__Activity__.
Only the lines below from the one containing "pinky pip: (583, 876)" to the one containing "middle mcp: (1416, 898)" should be repeated, both included and unchanged.

__Task material__.

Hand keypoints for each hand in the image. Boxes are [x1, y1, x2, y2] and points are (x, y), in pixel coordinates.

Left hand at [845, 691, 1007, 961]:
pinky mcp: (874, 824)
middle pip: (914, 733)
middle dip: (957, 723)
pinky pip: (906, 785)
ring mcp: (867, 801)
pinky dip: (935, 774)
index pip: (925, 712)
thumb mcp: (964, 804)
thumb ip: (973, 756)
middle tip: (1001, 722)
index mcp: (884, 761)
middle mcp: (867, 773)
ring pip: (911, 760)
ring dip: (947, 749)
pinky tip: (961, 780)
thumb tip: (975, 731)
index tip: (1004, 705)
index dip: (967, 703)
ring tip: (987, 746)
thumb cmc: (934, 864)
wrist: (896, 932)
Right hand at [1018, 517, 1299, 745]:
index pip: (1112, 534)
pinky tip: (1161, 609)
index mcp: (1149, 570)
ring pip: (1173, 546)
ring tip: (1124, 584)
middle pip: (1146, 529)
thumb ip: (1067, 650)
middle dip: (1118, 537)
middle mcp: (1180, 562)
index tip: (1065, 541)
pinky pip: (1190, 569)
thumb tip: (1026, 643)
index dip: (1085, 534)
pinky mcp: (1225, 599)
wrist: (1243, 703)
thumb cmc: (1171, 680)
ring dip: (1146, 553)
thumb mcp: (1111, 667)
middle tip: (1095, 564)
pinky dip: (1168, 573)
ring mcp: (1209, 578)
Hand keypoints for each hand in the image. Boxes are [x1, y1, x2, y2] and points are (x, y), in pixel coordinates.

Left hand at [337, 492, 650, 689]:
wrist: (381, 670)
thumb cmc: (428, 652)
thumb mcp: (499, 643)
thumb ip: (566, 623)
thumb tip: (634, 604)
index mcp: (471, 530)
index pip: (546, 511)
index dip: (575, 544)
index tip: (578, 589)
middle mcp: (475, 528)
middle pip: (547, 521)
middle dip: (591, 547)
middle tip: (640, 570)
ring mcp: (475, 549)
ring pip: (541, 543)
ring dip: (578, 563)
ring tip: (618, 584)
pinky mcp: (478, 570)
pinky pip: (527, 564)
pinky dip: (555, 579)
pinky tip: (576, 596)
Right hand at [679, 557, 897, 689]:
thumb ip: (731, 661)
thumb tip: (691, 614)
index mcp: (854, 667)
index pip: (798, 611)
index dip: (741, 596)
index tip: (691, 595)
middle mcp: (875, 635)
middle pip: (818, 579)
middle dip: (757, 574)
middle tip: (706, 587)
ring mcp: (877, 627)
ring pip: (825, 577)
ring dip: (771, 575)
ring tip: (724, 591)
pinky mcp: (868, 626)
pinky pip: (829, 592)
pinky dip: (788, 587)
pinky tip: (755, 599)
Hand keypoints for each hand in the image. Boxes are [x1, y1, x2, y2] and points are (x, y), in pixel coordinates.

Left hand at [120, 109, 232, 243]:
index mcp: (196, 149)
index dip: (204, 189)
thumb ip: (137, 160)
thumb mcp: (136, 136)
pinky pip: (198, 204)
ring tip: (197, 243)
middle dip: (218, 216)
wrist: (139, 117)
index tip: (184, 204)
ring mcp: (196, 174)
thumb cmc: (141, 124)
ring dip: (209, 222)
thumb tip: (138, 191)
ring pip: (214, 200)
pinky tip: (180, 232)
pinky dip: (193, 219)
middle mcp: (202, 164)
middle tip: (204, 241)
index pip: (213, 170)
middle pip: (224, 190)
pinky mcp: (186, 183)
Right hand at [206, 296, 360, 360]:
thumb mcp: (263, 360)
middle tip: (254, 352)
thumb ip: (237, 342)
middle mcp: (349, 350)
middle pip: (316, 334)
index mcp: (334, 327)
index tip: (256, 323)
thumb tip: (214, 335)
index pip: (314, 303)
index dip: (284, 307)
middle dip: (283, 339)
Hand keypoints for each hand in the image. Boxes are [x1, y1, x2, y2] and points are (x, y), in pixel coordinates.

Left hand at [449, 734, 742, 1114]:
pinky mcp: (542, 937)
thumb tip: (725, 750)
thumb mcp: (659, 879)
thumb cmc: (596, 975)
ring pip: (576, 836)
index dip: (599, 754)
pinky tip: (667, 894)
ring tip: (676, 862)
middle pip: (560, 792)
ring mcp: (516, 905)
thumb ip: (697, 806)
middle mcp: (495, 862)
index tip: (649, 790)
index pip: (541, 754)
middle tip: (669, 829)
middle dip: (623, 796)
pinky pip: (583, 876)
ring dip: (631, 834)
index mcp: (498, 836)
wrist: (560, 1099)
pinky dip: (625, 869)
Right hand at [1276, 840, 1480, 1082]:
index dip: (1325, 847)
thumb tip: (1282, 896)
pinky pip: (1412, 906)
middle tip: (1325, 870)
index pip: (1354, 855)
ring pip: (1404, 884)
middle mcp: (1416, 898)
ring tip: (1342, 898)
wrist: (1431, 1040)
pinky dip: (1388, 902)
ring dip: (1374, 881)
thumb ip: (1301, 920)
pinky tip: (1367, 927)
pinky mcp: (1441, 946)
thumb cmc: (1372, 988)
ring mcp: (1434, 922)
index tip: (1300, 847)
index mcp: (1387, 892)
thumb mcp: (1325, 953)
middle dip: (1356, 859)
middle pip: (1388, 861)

__Expected answer__.
pinky pip: (583, 876)
ring dip: (631, 834)
index mcp: (498, 836)
wrist: (560, 1099)
pinky dip: (625, 869)
Right hand at [1276, 840, 1480, 1082]:
index dip: (1325, 847)
thumb tip: (1282, 896)
pinky pip: (1412, 906)
middle tip: (1325, 870)
index pip: (1354, 855)
ring pip: (1404, 884)
middle mcp: (1416, 898)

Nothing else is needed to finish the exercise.